Our spy feels exalted. But then he asks himself, “Am I not being dogmatic in insisting, at the very start of my investigation, that this document is a true ciphered map and no other thing? Experience has taught me the painful lesson that men are capable of devious thinking. I myself am the living proof of that, for my cunning ways of thinking and of acting have enabled me to remain hidden in the midst of my enemies, and to discover many of their secrets. Remembering that, don’t I do them an injustice not to allow them the possibility of similar cunning?”
“Very well,” the spy says. “Even though reason and instinct tell me that the map is true in every respect, and misleading only because I do not have the key to the cipher, I must admit the possibility of it being false in part, and therefore true only in part. There are good reasons one could give for this assumption. Suppose that the true part of the map is the only part which was needed by the official I stole it from. He, armed with a prior knowledge I do not have, would follow only the part which is true and pertinent to his work. Being the dull civil servant he is, and above all being uninterested in maps and ciphers, he would simply follow the true part to his office, and would ignore the false part. Th
e map itself, with its false section joined so cleverly to the true, would not bother him. And why should it? His work has nothing to do with maps. He has no more interest in the truth or falseness of the map than I have in the details of his petty job. Like me, he has no time to worry about complicated matters which do not concern him. He can use the map without doing violence to his feelings.”
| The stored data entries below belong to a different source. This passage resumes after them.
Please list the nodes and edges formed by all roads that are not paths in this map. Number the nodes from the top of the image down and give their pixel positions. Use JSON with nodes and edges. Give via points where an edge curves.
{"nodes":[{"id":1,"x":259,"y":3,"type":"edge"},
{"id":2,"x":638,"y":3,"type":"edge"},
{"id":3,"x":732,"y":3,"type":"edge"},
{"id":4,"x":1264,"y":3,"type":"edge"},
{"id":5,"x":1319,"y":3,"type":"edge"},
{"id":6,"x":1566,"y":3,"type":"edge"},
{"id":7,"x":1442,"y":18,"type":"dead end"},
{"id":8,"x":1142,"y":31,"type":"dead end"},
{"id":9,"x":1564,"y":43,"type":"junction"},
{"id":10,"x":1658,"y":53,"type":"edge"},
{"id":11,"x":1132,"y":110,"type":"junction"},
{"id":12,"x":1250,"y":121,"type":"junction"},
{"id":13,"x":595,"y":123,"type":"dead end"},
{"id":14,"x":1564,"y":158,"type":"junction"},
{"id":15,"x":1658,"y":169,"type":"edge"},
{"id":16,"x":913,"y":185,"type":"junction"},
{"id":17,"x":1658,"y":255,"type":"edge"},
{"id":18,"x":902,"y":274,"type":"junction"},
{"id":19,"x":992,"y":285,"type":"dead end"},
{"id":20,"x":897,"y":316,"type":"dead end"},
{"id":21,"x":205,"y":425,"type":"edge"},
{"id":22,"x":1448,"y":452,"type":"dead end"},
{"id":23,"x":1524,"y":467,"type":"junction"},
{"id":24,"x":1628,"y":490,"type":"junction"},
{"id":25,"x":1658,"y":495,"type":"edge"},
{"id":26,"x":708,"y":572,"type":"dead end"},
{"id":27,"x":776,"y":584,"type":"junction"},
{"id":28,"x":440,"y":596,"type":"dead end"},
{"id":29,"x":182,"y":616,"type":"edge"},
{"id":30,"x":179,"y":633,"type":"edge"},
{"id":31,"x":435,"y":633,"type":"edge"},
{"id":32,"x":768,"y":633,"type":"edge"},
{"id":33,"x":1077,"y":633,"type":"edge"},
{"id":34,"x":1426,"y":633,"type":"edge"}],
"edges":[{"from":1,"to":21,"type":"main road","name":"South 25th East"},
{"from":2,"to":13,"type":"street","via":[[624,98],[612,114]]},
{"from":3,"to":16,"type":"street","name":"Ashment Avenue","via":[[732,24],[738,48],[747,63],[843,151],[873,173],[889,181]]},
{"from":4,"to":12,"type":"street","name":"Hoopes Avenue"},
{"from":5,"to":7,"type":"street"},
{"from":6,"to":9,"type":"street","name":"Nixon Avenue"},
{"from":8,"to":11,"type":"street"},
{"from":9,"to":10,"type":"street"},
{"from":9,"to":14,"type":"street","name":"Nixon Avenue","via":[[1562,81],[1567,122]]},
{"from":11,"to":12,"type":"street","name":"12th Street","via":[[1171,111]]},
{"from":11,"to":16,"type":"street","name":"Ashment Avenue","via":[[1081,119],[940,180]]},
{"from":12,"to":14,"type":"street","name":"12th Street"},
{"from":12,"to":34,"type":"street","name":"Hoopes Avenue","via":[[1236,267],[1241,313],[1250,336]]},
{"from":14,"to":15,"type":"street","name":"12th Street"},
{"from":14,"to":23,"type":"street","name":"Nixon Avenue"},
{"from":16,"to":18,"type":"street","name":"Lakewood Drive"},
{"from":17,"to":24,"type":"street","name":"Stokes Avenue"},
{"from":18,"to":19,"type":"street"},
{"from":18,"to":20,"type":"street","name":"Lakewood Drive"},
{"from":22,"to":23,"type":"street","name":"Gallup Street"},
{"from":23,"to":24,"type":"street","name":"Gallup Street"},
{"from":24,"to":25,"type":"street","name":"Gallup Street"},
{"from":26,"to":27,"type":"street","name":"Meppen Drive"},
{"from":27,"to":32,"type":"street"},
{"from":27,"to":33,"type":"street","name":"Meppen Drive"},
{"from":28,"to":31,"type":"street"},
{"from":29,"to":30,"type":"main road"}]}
The spy is amused and saddened when he thinks of this man, using the map but having no interest in it. How strange people are! How odd that the official made mere use of the map, but never questioned its mysterious nature; while the spy knows that the only important matter is a complete understanding of the map and what it represents. From this understanding all other things will flow, and the secrets of the entire building will be accessible. This seems so obvious to him that he can’t understand the official’s lack of concern with the map. The spy’s own interest seems to him so natural, so necessary, so universal, that he is almost led to believe that the official is not human, but is instead a member of some other species.
“But no,” he tells himself. “It may feel that way, but the real difference between the official and me probably lies in heredity, or in environmental influences, or something like that. I must not let it disturb me. I have always known how strange and unknowable human beings are. Even spies, the most easily understood people in the world, have different methods and hold different attitudes. Yes, it is a strange world, and I have very little knowledge of it. What do I know of history, psychology, music, art or literature? Oh, I could hold a sensible conversation on those subjects, but deep in my heart I know that I know nothing about them.”
The spy is unhappy about this.
But then he thinks, “Luckily, there is one thing which I do understand. That is spying. No man can do everything, and I have done very well to become the expert I am in my own field. In that expertness lies my hope and my salvation. In that very narrowness lies my true depth, and my yardstick with which to test the world. After all, I know a great deal about the history and psychology of spying, and I have read most of the literature of spying. I have looked at the famous paintings of spies, and have frequently heard the well-known opera about spies. Thus, my depth gives me breadth. My deep knowledge of this one thing gives me a firm base in the world. I can stand upon that base and look at other matters with a certain perspective.”